5 Tips for Memoir Writing

Writing a memoir can be highly rewarding, giving you an opportunity to revisit life events, order and settle them in your own mind, and present them in a form that will be interesting to other people. You may choose to share your memoir with family or friends, or to self-publish. Perhaps it has wider appeal and you might want to send it to an agent or publisher.

Whatever the intended audience, spending a little time as you write to consider the way you are presenting your story can make it more effective for readers and make writing it an easier experience for you. The usual writing advice applies – show rather than tell, use and active voice, and so on – but below I give 5 specific tips to help your memoir take off:

Remember that you are telling a story

You want to take a reader by the hand and guide them through events of your life. Make it vivid. Present things as they were for you and show the reader how situations unfolded. This will affect the way you choose to structure your story. Memoir is not autobiography, so you don’t have to relate everything that has happened to you in order and in detail. Find a structure that works well for your story.

Focus on theme

A memoir is often about a part of someone’s life: so it might focus on a particular period or a relationship. As you write, a theme might emerge – perhaps love, resilience or loss – and keeping this theme in mind can help to focus your memoir on the story you want to tell.

Establish a voice

You don’t have to climb into a role to write your memoir but presenting a strong ‘voice’ can give readers confidence in what you are relating. Authenticity is something readers will respond to. Being yourself and allowing them to hear your voice will make your writing more engaging and help readers to trust you as narrator. But don’t impose your own views on readers; you can tell them your feelings about what happened, but leave them room to make their own judgements.

Treat your people like characters

The reader won’t know your mum or your friend John, so you need to present these people in a way that shows them as rounded, real people. Stepping back from your story can help you to see people as the reader will. Imagine that they are characters in fiction: how would an author describe them so that a reader can get a sense of their personalities.

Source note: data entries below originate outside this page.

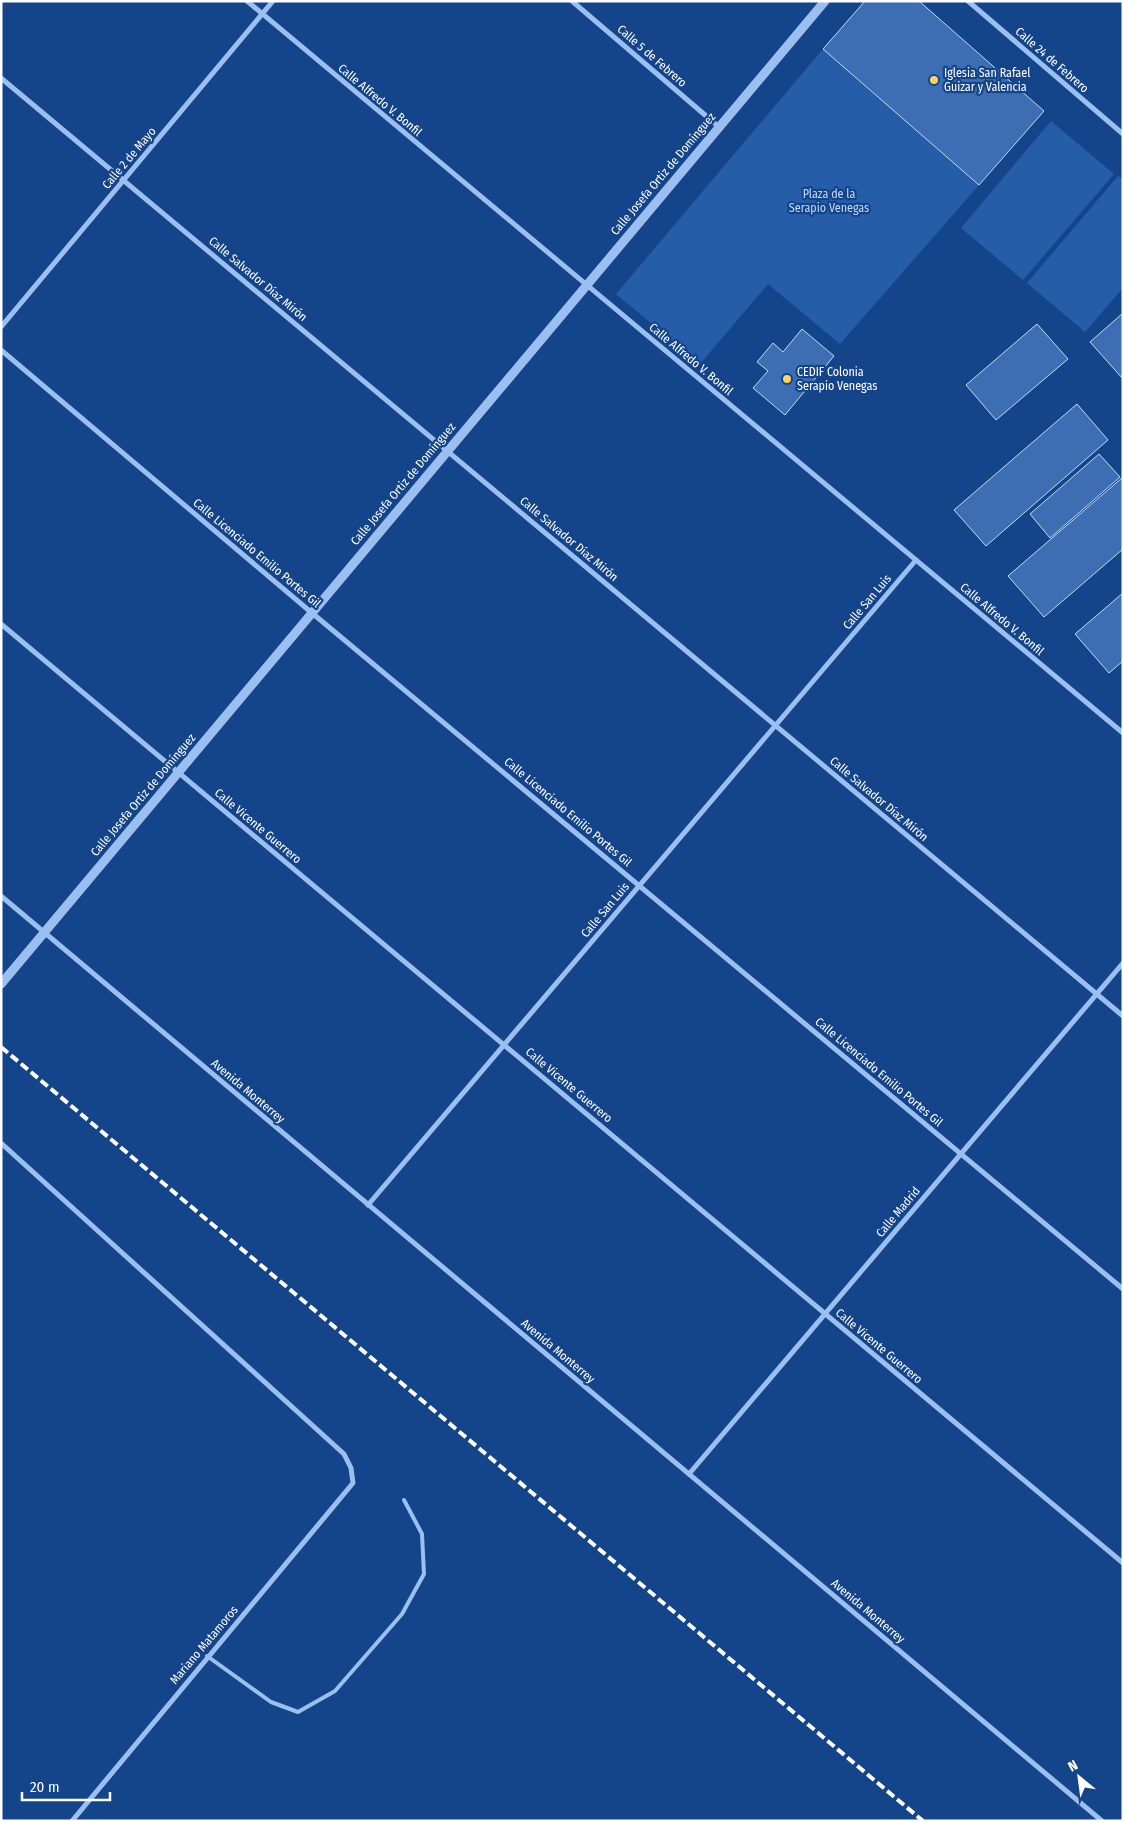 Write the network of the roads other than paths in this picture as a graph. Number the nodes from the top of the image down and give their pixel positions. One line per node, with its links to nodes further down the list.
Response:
1 (247, 1): 6 (street, Calle Alfredo V. Bonfil)
2 (273, 1): 6 (street, Calle 2 de Mayo)
3 (572, 1): 8 (street, Calle 5 de Febrero)
4 (824, 1): 8 (street, Calle Josefa Ortiz de Domínguez)
5 (968, 1): 9 (street, Calle 24 de Febrero)
6 (262, 14): 10 (street, Calle 2 de Mayo); 11 (street, Calle Alfredo V. Bonfil)
7 (1, 78): 10 (street, Calle Salvador Díaz Mirón)
8 (719, 127): 11 (street, Calle Josefa Ortiz de Domínguez)
9 (1123, 134)
10 (124, 180): 12 (street, Calle 2 de Mayo); 14 (street, Calle Salvador Díaz Mirón)
11 (586, 285): 14 (street, Calle Josefa Ortiz de Domínguez); 15 (street, Calle Alfredo V. Bonfil)
12 (1, 327)
13 (1, 350): 16 (street, Calle Licenciado Emilio Portes Gil)
14 (447, 451): 16 (street, Calle Josefa Ortiz de Domínguez); 18 (street, Calle Salvador Díaz Mirón)
15 (916, 560): 18 (street, Calle San Luis); 19 (street, Calle Alfredo V. Bonfil)
16 (312, 613): 20 (street, Calle Josefa Ortiz de Domínguez); 21 (street, Calle Licenciado Emilio Portes Gil)
17 (1, 624): 20 (street, Calle Vicente Guerrero)
18 (776, 725): 21 (street, Calle San Luis); 26 (street, Calle Salvador Díaz Mirón)
19 (1123, 733)
20 (178, 772): 23 (street, Calle Josefa Ortiz de Domínguez); 28 (street, Calle Vicente Guerrero)
21 (640, 884): 28 (street, Calle San Luis); 30 (street, Calle Licenciado Emilio Portes Gil)
22 (1, 896): 23 (street, Avenida Monterrey)
23 (44, 933): 25 (street, Calle Josefa Ortiz de Domínguez); 31 (street, Avenida Monterrey)
24 (1123, 963): 26 (street, Calle Madrid)
25 (1, 984)
26 (1096, 994): 27 (street, Calle Salvador Díaz Mirón); 30 (street, Calle Madrid)
27 (1123, 1016)
28 (504, 1045): 31 (street, Calle San Luis); 33 (street, Calle Vicente Guerrero)
29 (1, 1143): 37 (street, Mariano Matamoros)
30 (961, 1153): 32 (street, Calle Licenciado Emilio Portes Gil); 33 (street, Calle Madrid)
31 (368, 1205): 34 (street, Avenida Monterrey)
32 (1123, 1289)
33 (825, 1314): 34 (street, Calle Madrid); 36 (street, Calle Vicente Guerrero)
34 (689, 1474): 39 (street, Avenida Monterrey)
35 (404, 1500): 37 (lane)
36 (1123, 1563)
37 (207, 1656): 38 (street, Mariano Matamoros)
38 (72, 1821)
39 (1102, 1821) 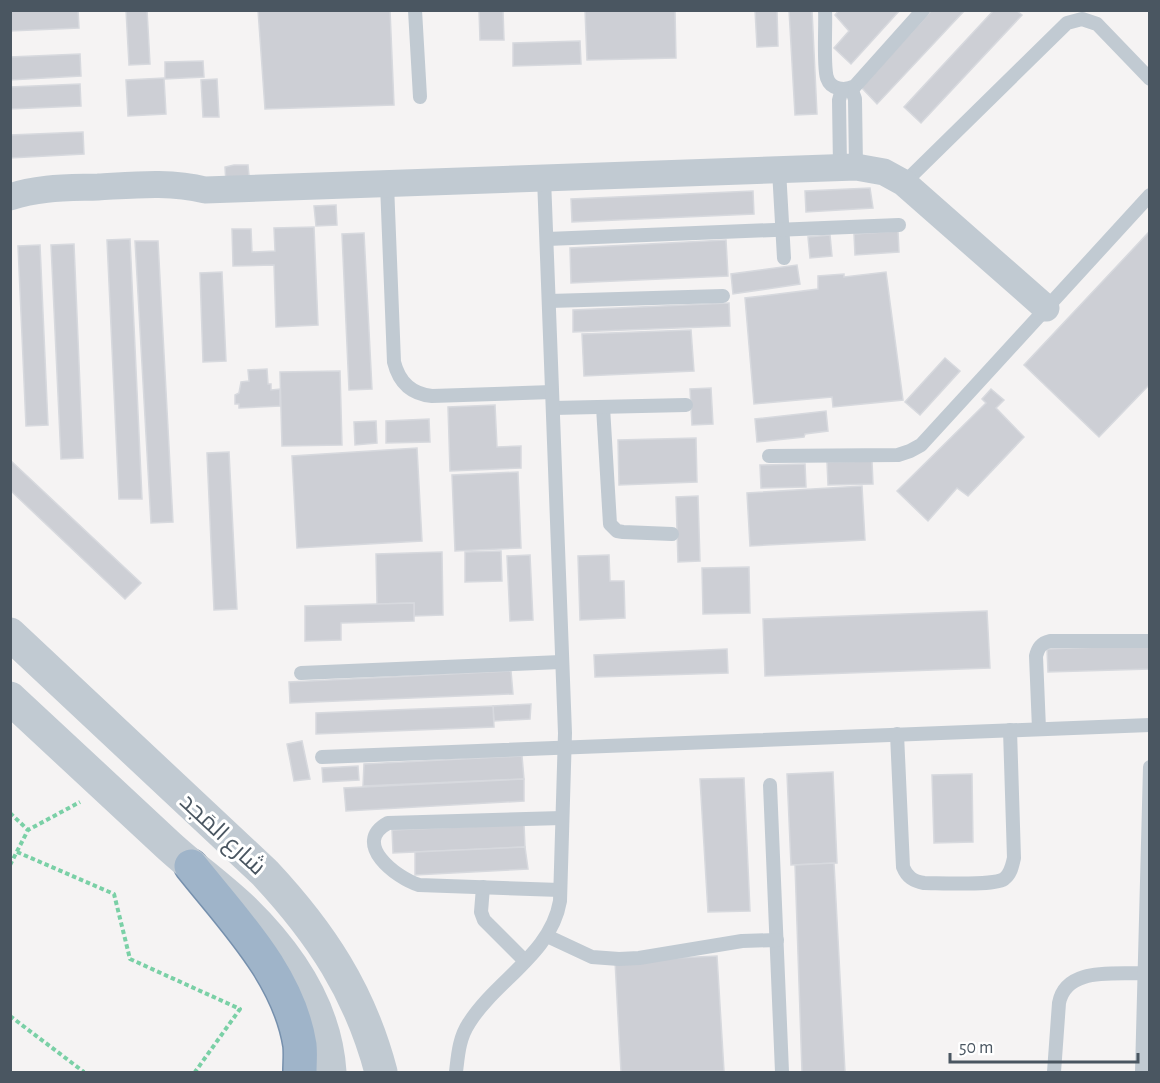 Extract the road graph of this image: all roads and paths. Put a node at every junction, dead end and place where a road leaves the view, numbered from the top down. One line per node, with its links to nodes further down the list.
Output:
1 (415, 10): 6 (lane)
2 (825, 10): 5 (lane)
3 (923, 10): 5 (lane)
4 (1149, 79): 10 (lane)
5 (846, 89): 7 (lane)
6 (420, 98)
7 (848, 167): 8 (street); 10 (street)
8 (779, 170): 9 (street); 17 (lane)
9 (544, 178): 11 (street); 18 (lane)
10 (904, 183): 22 (street)
11 (387, 184): 12 (street); 23 (lane)
12 (205, 190): 14 (street); 15 (street)
13 (1149, 195): 22 (lane)
14 (10, 197)
15 (10, 202)
16 (899, 225): 17 (lane)
17 (783, 230): 18 (lane); 19 (lane)
18 (547, 239): 21 (lane)
19 (784, 258)
20 (723, 296): 21 (lane)
21 (549, 302): 23 (lane)
22 (1046, 308): 27 (lane)
23 (552, 392): 26 (lane)
24 (686, 405): 25 (lane)
25 (603, 407): 26 (lane); 28 (lane)
26 (553, 408): 31 (lane)
27 (769, 456)
28 (672, 534)
29 (10, 634): 60 (street, شارع المَجد)
30 (1149, 641): 35 (lane)
31 (561, 662): 32 (lane); 38 (lane)
32 (301, 673)
33 (10, 698): 42 (street, شارع المَجد)
34 (1149, 725): 35 (lane)
35 (1039, 729): 36 (lane)
36 (1010, 730): 37 (lane); 37 (lane)
37 (897, 734): 38 (lane)
38 (565, 748): 39 (lane); 44 (lane)
39 (322, 757)
40 (1149, 767): 54 (lane)
41 (770, 785): 52 (lane)
42 (107, 788): 45 (path); 48 (street, شارع المَجد)
43 (10, 813): 45 (path)
44 (562, 818): 49 (lane); 50 (lane)
45 (28, 830): 46 (path)
46 (17, 852): 47 (path); 57 (path)
47 (10, 865)
48 (191, 866): 58 (highway); 59 (street, شارع المَجد)
49 (483, 887): 50 (lane); 53 (lane)
50 (560, 890): 51 (lane)
51 (547, 936): 52 (lane); 53 (lane)
52 (777, 940): 62 (lane)
53 (525, 961): 61 (lane)
54 (1145, 973): 63 (lane); 64 (lane)
55 (10, 1016): 56 (path)
56 (84, 1072)
57 (195, 1072)
58 (300, 1072)
59 (330, 1072)
60 (381, 1072)
61 (456, 1072)
62 (782, 1072)
63 (1054, 1072)
64 (1142, 1072)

Bring key moments to life with dramatic scenes

Just like in fiction, draw the reader into the world of your story by describing the actual events as they happened. This can make your memoir vivid and emotionally affecting. You can quote dialogue, if you can remember it, or use some artistic licence to recreate what was said. None of this means that you should ‘make stuff up’ and add things that didn’t actually happen, but the aim is to portray to the reader the essence of truth in what occurred.